- **Your assignment**
Among the entries beneath this sentence, how many lines include the word "joint"? Only the number is wanted.

- **Data excerpts**
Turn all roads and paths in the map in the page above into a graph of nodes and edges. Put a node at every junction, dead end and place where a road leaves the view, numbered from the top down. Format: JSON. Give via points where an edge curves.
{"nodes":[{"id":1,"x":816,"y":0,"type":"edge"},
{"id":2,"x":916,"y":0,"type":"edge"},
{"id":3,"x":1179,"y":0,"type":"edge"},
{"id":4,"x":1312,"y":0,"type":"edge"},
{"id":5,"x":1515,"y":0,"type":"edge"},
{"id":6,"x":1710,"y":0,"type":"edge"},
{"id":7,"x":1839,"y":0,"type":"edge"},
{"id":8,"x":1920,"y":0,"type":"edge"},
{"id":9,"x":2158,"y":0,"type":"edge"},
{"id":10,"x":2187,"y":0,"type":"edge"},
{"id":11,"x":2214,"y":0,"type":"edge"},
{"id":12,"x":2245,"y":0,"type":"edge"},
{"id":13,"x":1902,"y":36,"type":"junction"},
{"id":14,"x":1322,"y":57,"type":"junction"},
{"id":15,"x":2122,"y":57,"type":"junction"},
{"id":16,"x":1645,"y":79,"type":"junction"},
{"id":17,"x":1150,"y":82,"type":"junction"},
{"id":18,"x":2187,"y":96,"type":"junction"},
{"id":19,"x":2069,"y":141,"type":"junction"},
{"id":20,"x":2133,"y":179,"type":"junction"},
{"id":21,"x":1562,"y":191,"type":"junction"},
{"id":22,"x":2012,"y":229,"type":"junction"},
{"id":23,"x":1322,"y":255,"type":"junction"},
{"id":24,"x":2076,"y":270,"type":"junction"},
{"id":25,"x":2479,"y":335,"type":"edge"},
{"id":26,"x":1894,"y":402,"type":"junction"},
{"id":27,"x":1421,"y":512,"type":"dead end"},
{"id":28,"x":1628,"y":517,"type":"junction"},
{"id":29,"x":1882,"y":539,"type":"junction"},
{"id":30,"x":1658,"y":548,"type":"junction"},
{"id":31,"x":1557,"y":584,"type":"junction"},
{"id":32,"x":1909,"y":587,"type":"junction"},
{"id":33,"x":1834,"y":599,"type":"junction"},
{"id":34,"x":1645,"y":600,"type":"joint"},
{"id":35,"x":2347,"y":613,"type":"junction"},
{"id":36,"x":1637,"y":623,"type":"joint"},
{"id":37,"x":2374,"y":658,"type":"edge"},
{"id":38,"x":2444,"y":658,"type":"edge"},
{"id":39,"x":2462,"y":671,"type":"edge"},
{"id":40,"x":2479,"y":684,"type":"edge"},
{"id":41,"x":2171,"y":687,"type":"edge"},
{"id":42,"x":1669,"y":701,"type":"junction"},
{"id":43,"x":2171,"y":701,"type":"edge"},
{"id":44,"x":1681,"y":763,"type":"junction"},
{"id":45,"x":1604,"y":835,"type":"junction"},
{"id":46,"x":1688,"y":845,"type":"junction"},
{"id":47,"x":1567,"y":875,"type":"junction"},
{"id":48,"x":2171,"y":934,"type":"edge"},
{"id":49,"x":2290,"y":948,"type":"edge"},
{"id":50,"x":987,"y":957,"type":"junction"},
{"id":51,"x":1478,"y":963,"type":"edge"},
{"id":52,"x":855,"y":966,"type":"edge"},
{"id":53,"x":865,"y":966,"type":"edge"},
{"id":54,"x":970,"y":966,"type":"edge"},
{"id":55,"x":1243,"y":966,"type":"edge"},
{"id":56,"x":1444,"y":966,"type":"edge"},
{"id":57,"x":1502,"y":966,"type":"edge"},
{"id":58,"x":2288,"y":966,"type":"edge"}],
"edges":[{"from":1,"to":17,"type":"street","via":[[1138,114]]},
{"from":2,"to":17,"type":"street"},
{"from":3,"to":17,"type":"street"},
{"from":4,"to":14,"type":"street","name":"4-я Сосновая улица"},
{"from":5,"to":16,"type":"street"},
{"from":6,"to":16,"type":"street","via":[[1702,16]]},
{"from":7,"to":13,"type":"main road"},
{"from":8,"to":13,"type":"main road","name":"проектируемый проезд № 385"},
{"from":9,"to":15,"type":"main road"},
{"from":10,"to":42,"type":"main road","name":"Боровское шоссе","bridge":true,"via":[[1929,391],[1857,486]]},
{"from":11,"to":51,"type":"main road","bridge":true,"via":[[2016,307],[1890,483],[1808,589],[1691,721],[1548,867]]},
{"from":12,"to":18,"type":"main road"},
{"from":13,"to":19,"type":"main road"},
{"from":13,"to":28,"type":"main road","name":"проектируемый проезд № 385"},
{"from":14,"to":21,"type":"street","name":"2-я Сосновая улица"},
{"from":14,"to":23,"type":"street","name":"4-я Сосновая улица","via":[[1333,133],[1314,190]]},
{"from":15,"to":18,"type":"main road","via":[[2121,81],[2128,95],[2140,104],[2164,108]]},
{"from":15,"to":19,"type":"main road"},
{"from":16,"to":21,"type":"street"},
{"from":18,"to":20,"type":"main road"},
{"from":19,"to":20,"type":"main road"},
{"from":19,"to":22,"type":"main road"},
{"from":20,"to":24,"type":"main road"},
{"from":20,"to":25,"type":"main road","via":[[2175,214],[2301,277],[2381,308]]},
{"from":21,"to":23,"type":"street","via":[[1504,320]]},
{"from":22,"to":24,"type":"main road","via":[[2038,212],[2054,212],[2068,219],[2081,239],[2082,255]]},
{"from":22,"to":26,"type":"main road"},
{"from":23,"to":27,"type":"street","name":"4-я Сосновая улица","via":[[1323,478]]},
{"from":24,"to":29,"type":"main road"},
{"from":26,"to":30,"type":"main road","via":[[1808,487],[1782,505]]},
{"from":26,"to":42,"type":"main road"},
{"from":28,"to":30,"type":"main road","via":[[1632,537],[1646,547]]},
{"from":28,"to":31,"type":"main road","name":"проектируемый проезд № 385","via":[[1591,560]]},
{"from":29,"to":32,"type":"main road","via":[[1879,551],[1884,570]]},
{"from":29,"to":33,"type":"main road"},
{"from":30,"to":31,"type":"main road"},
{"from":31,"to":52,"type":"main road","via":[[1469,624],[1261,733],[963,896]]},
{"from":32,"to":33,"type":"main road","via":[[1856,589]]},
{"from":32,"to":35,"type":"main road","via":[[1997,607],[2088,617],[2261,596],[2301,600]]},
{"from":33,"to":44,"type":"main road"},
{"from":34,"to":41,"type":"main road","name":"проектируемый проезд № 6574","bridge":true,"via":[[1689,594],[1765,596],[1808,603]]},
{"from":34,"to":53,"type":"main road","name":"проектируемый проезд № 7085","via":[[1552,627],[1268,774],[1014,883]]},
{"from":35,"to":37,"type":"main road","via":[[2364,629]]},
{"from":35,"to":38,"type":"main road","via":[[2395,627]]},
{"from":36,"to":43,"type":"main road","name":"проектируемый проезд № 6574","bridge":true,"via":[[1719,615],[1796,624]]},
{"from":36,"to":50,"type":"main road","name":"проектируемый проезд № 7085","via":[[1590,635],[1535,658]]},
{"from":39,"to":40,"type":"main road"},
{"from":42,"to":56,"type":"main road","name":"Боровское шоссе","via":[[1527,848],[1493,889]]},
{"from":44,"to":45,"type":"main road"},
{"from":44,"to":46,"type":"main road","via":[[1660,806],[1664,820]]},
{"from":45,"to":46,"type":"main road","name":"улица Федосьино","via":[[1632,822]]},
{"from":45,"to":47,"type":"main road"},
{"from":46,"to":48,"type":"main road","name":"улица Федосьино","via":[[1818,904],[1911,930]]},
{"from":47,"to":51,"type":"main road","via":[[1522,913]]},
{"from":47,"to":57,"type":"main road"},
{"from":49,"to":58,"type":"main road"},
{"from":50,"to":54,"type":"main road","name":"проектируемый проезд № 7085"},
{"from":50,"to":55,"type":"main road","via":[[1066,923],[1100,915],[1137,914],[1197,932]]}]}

- **Response**
2